**Aim of the exercise**
Reproduce, exactly and only, the lines of the data that follows from the one containing "ring mcp: (730, 398)" down to the one containing "pinky dip: (216, 231)", without pictures.
(Extracted data begins)
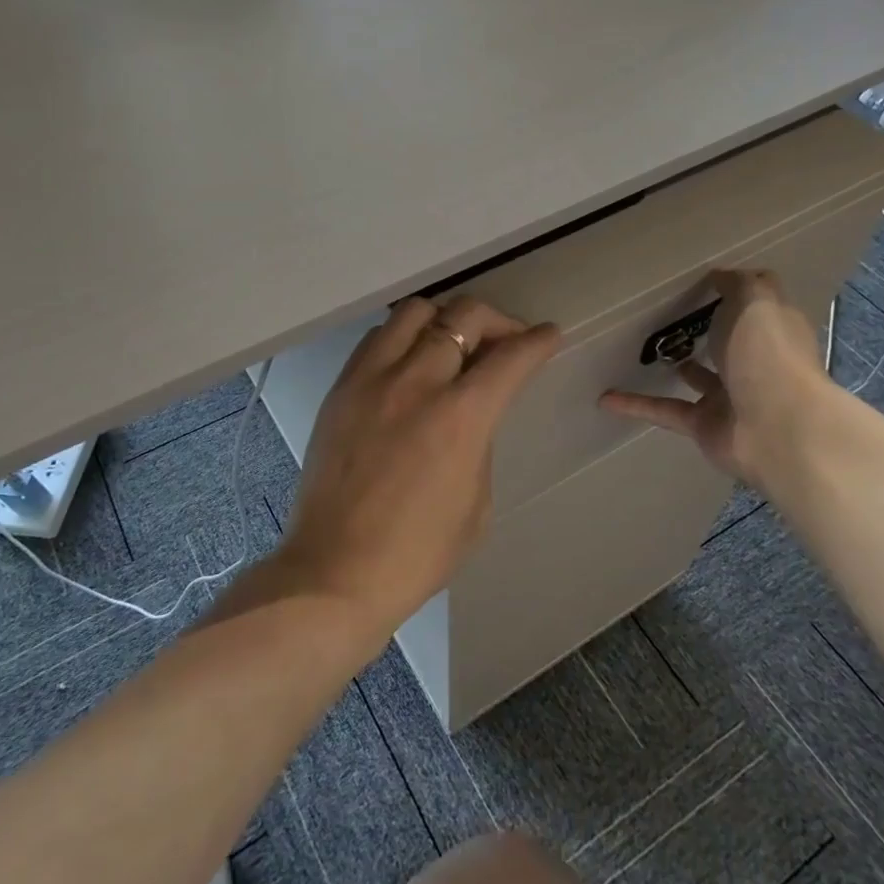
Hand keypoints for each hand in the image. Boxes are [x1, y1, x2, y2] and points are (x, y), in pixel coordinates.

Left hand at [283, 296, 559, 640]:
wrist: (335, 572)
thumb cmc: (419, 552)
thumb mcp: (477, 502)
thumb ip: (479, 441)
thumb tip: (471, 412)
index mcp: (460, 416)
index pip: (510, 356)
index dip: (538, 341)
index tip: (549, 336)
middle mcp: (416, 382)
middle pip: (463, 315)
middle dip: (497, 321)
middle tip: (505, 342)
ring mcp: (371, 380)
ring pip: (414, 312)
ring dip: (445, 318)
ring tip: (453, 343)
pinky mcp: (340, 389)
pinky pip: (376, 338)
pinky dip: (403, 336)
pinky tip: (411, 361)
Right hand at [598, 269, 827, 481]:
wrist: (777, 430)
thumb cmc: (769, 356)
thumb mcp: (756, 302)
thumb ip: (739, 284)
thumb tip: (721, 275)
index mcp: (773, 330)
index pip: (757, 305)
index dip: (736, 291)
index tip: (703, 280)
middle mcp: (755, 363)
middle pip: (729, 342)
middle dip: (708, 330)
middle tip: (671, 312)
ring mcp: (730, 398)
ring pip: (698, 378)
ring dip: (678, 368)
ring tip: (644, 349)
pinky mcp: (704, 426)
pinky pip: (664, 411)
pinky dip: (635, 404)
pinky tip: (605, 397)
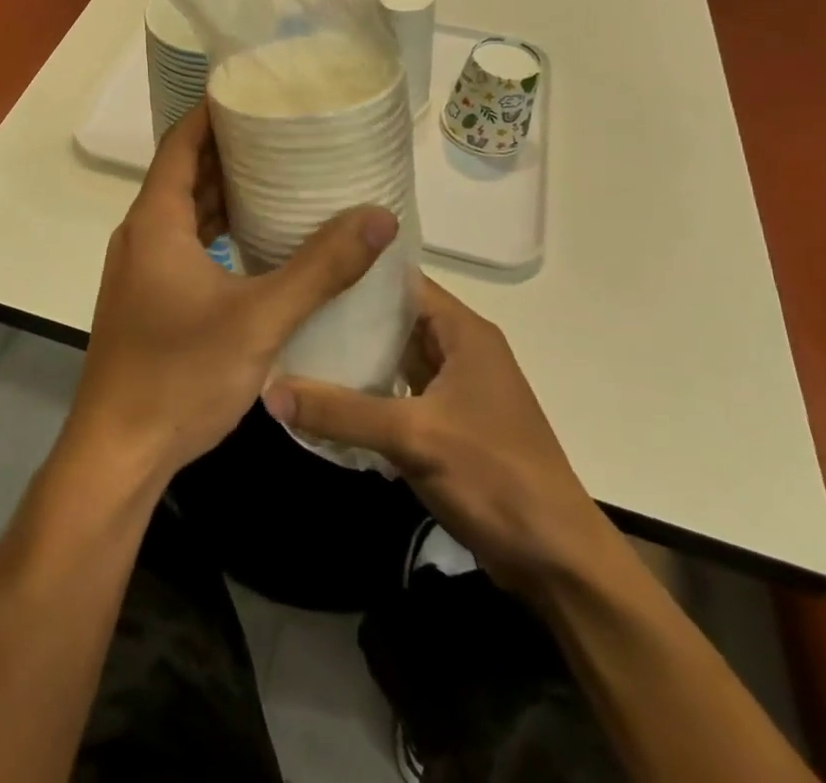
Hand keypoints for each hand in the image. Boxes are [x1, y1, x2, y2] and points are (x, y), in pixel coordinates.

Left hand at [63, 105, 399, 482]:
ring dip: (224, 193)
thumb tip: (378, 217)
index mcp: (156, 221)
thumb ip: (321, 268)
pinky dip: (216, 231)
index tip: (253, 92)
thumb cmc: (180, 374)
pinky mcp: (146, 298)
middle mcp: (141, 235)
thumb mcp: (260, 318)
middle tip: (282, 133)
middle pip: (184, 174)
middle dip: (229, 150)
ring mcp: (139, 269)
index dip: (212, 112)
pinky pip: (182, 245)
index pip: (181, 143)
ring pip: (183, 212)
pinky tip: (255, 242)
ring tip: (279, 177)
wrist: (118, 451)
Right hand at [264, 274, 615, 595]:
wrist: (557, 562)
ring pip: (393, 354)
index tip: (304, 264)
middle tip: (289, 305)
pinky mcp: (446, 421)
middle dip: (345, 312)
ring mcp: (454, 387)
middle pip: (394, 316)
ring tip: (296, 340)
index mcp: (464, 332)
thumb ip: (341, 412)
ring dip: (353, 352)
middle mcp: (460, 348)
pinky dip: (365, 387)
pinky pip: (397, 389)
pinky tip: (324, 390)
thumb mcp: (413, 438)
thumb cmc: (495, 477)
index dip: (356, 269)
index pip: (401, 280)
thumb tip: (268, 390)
(Extracted data ends)
(Extracted data begins)
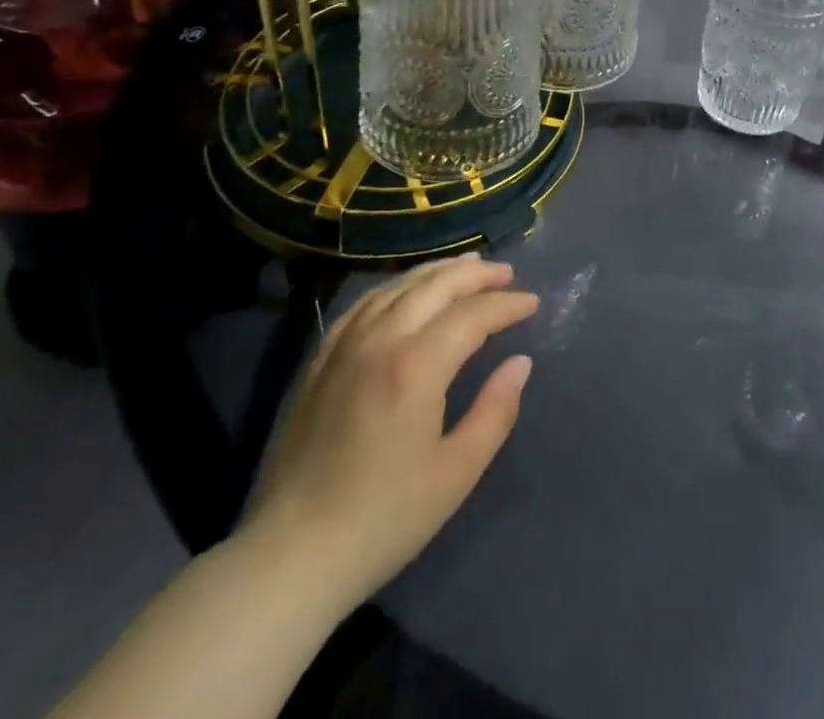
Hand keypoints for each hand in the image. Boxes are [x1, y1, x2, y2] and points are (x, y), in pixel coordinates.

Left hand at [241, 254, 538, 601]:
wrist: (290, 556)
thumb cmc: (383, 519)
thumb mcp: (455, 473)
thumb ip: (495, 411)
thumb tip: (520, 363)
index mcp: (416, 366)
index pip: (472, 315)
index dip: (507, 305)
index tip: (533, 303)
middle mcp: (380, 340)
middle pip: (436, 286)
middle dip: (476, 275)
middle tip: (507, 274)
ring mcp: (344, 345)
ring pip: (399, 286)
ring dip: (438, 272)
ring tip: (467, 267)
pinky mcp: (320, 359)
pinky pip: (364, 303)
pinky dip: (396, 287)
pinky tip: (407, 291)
(Extracted data ends)
**Output for this exercise**
ring mcp: (730, 398)
ring pip: (698, 378)
ring dip: (678, 368)
ring tip: (644, 349)
pinky mcp: (704, 426)
pinky pip: (664, 411)
pinky dip: (635, 404)
pinky tip: (605, 397)
Hand keypoints for each hand in the image. Boxes are [x1, y1, x2, y2] and points are (x, y), in pixel coordinates.

Left hand at [63, 105, 399, 482]:
ring dip: (224, 193)
thumb tip: (378, 217)
index mcp: (156, 221)
thumb ip: (321, 268)
pinky dip: (216, 231)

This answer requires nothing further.